(Recorded data)
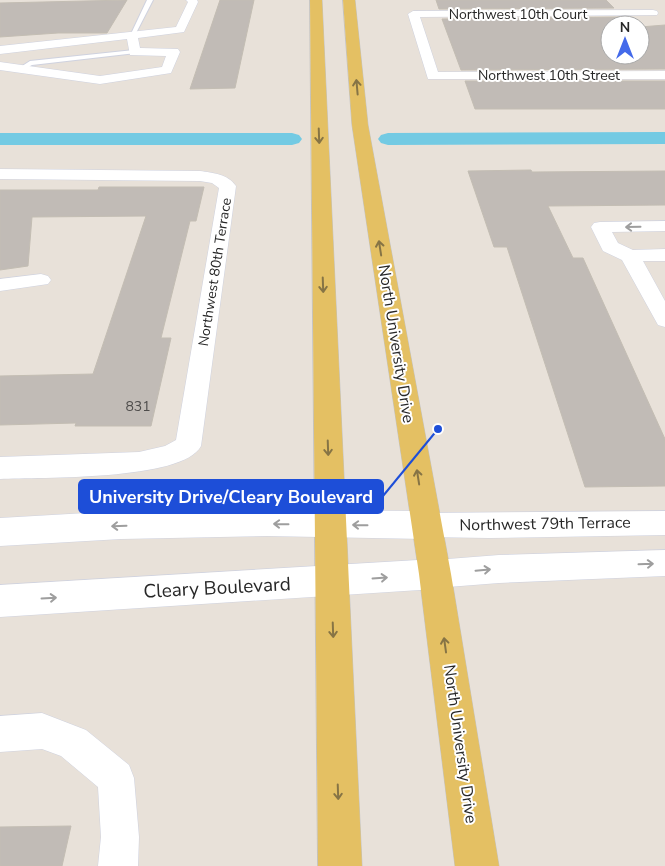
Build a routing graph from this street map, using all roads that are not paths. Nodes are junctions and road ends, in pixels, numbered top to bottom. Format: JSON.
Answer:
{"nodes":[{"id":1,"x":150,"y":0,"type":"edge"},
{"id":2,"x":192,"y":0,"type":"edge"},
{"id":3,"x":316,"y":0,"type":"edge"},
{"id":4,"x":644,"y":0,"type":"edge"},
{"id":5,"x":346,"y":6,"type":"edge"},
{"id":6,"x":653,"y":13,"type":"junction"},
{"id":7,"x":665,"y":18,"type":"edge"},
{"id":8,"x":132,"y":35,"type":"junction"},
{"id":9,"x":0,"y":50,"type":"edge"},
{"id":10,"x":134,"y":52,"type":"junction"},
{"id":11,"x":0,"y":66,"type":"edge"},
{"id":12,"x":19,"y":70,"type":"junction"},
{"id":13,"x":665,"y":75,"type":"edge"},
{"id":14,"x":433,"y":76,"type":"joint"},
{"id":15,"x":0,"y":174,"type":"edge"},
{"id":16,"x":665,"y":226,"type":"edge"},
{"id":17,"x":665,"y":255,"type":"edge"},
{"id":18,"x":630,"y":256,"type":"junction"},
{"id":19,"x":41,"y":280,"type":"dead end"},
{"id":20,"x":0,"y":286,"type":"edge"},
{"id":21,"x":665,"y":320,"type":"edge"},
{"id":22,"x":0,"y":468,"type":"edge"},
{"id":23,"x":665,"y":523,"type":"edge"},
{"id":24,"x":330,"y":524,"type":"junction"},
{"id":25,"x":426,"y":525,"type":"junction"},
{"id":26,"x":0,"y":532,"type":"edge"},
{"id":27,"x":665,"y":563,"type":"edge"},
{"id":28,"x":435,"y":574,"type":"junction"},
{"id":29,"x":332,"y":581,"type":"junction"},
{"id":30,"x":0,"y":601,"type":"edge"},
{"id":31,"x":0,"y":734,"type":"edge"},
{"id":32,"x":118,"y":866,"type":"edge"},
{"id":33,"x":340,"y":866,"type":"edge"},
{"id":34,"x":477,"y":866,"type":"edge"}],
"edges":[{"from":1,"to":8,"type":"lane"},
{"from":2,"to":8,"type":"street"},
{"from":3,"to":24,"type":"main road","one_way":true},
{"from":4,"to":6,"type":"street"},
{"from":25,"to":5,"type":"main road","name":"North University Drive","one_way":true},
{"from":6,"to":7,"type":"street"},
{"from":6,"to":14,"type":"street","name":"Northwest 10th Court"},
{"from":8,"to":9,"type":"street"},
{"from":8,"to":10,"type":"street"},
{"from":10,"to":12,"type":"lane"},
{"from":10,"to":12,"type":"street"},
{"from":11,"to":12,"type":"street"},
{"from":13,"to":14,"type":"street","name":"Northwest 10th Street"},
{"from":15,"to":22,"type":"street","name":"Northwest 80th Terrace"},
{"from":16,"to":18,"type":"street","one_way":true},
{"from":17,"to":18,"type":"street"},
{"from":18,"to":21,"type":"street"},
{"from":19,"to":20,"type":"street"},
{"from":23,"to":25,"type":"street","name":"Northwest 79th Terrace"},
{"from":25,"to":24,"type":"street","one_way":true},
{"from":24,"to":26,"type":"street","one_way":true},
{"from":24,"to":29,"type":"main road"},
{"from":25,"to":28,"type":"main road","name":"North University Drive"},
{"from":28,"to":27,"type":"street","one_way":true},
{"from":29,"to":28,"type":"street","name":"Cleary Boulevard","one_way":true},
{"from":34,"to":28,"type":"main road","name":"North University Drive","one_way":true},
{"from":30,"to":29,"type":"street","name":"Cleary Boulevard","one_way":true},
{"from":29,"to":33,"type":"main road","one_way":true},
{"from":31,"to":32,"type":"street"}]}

Task statement - Leave out the pictures, and write out all the remaining data above exactly.

Response to this exercise -
Build a routing graph from this street map, using all roads that are not paths. Nodes are junctions and road ends, in pixels, numbered top to bottom. Format: JSON.
Answer:
{"nodes":[{"id":1,"x":150,"y":0,"type":"edge"},
{"id":2,"x":192,"y":0,"type":"edge"},
{"id":3,"x":316,"y":0,"type":"edge"},
{"id":4,"x":644,"y":0,"type":"edge"},
{"id":5,"x":346,"y":6,"type":"edge"},
{"id":6,"x":653,"y":13,"type":"junction"},
{"id":7,"x":665,"y":18,"type":"edge"},
{"id":8,"x":132,"y":35,"type":"junction"},
{"id":9,"x":0,"y":50,"type":"edge"},
{"id":10,"x":134,"y":52,"type":"junction"},
{"id":11,"x":0,"y":66,"type":"edge"},
{"id":12,"x":19,"y":70,"type":"junction"},
{"id":13,"x":665,"y":75,"type":"edge"},
{"id":14,"x":433,"y":76,"type":"joint"},
{"id":15,"x":0,"y":174,"type":"edge"},
{"id":16,"x":665,"y":226,"type":"edge"},
{"id":17,"x":665,"y":255,"type":"edge"},
{"id":18,"x":630,"y":256,"type":"junction"},
{"id":19,"x":41,"y":280,"type":"dead end"},
{"id":20,"x":0,"y":286,"type":"edge"},
{"id":21,"x":665,"y":320,"type":"edge"},
{"id":22,"x":0,"y":468,"type":"edge"},
{"id":23,"x":665,"y":523,"type":"edge"},
{"id":24,"x":330,"y":524,"type":"junction"},
{"id":25,"x":426,"y":525,"type":"junction"},
{"id":26,"x":0,"y":532,"type":"edge"},
{"id":27,"x":665,"y":563,"type":"edge"},
{"id":28,"x":435,"y":574,"type":"junction"},
{"id":29,"x":332,"y":581,"type":"junction"},
{"id":30,"x":0,"y":601,"type":"edge"},
{"id":31,"x":0,"y":734,"type":"edge"},
{"id":32,"x":118,"y":866,"type":"edge"},
{"id":33,"x":340,"y":866,"type":"edge"},
{"id":34,"x":477,"y":866,"type":"edge"}],
"edges":[{"from":1,"to":8,"type":"lane"},
{"from":2,"to":8,"type":"street"},
{"from":3,"to":24,"type":"main road","one_way":true},
{"from":4,"to":6,"type":"street"},
{"from":25,"to":5,"type":"main road","name":"North University Drive","one_way":true},
{"from":6,"to":7,"type":"street"},
{"from":6,"to":14,"type":"street","name":"Northwest 10th Court"},
{"from":8,"to":9,"type":"street"},
{"from":8,"to":10,"type":"street"},
{"from":10,"to":12,"type":"lane"},
{"from":10,"to":12,"type":"street"},
{"from":11,"to":12,"type":"street"},
{"from":13,"to":14,"type":"street","name":"Northwest 10th Street"},
{"from":15,"to":22,"type":"street","name":"Northwest 80th Terrace"},
{"from":16,"to":18,"type":"street","one_way":true},
{"from":17,"to":18,"type":"street"},
{"from":18,"to":21,"type":"street"},
{"from":19,"to":20,"type":"street"},
{"from":23,"to":25,"type":"street","name":"Northwest 79th Terrace"},
{"from":25,"to":24,"type":"street","one_way":true},
{"from":24,"to":26,"type":"street","one_way":true},
{"from":24,"to":29,"type":"main road"},
{"from":25,"to":28,"type":"main road","name":"North University Drive"},
{"from":28,"to":27,"type":"street","one_way":true},
{"from":29,"to":28,"type":"street","name":"Cleary Boulevard","one_way":true},
{"from":34,"to":28,"type":"main road","name":"North University Drive","one_way":true},
{"from":30,"to":29,"type":"street","name":"Cleary Boulevard","one_way":true},
{"from":29,"to":33,"type":"main road","one_way":true},
{"from":31,"to":32,"type":"street"}]}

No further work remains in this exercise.